The Earth and Space category is for photos that include landscape, people or other ‘Earthly' things, together with an astronomical subject. Aurora, such as the aurora borealis (northern lights) are popular phenomenon within this category; see How to photograph aurorae if you’d like to try your hand at capturing these awe-inspiring light shows.

Runner-up of the APY 2013 Earth and Space category

The runner-up for the 2013 Earth and Space category was ‘Green Energy’, by Fredrik Broms (Norway). It was taken with a Nikon D800 camera and a Nikkor 14–24mm f/2.8 lens, and shows the shifting lights of the Aurora Borealis (Northern Lights), which can take on many shapes and forms as they are moulded by the Earth’s complex magnetic field. Here, sheets and planes of glowing gas appear to be twisted into a giant vortex above Grøtfjord in Norway.

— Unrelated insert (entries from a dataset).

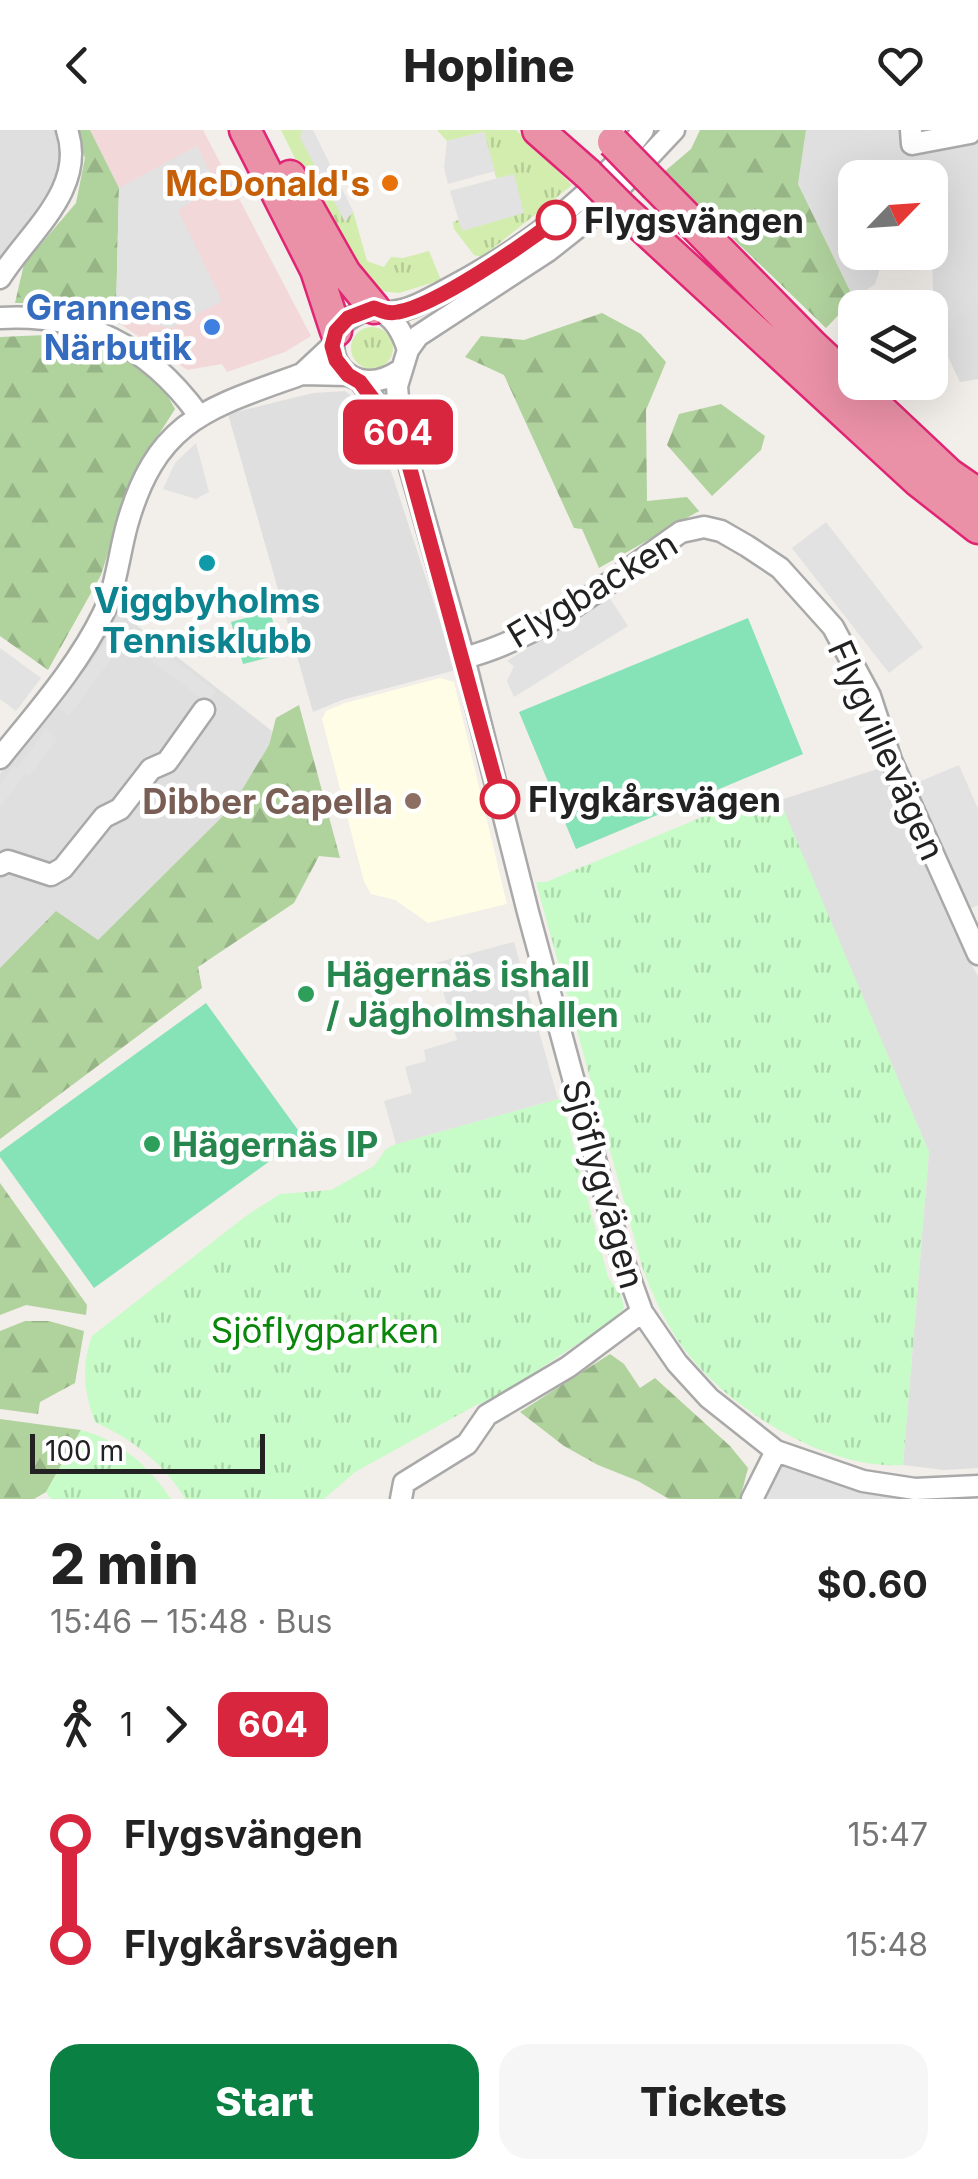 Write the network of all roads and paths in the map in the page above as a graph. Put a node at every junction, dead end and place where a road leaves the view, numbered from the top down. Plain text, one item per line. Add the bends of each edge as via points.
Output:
1 (67, 130) edge
2 (245, 130) edge
3 (263, 130) edge
4 (542, 130) edge
5 (644, 130) edge
6 (674, 130) edge
7 (910, 130) edge
8 (969, 130) edge
9 (606, 134) edge
10 (0, 278) edge
11 (375, 306) junction
12 (0, 318) edge
13 (334, 338) junction
14 (408, 350) junction
15 (400, 371) junction
16 (302, 374) junction
17 (354, 378) junction
18 (198, 414) junction
19 (401, 436) junction
20 (978, 494) edge
21 (978, 528) edge
22 (722, 531) joint
23 (464, 658) junction
24 (204, 710) dead end
25 (0, 758) edge
26 (0, 865) edge
27 (978, 954) edge
28 (642, 1312) junction
29 (776, 1451) junction
30 (978, 1486) edge
31 (401, 1499) edge
32 (752, 1499) edge

1 - 10 street via 68,181
2 - 13 highway via 316,270
3 - 11 highway via 345,273
4 - 21 highway, bridge via 918,481
5 - 11 street via 566,212 526,243 448,289
6 - 14 street via 596,213 548,252 436,322
7 - 8 street via 912,144
9 - 20 highway, bridge via 813,346
11 - 13 street via 348,318
11 - 14 street via 397,324
12 - 18 street via 98,331 157,366
13 - 16 street
13 - 17 street via 336,360
14 - 15 street
15 - 17 street via 386,380
15 - 19 street, Sjöflygvägen
16 - 17 street
16 - 18 street
17 - 19 street, Sjöflygvägen
18 - 25 street via 139,484 104,613
19 - 23 street, Sjöflygvägen
22 - 23 street, Flygbacken via 681,532 557,618
22 - 27 street, Flygvillevägen via 780,568 833,627 870,696 891,760
23 - 28 street, Sjöflygvägen via 620,1251
24 - 26 street via 166,762 150,769 63,868 51,875
28 - 29 street, Sjöflygvägen via 710,1398
28 - 31 street via 487,1415 467,1444 404,1483
29 - 30 street, Sjöflygvägen via 863,1481 915,1489
29 - 32 street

‘With this image I wanted to show the magic and dramatic feeling of being drawn into the whirlpool of a powerful Northern Lights corona,’ Broms said. ‘The illumination of the snow is created by the strong moonlight.’

We visited Fredrik Broms on location to understand the story behind his image.

Fredrik: sharing the magic of the northern sky from Royal Observatory Greenwich on Vimeo.

Astronomy Photographer of the Year competition

The Astronomy Photographer of the Year competition is an annual global search for the most beautiful and spectacular visions of the cosmos by amateur and professional astrophotographers. The winning images are showcased in a stunning exhibition at the Royal Observatory Greenwich.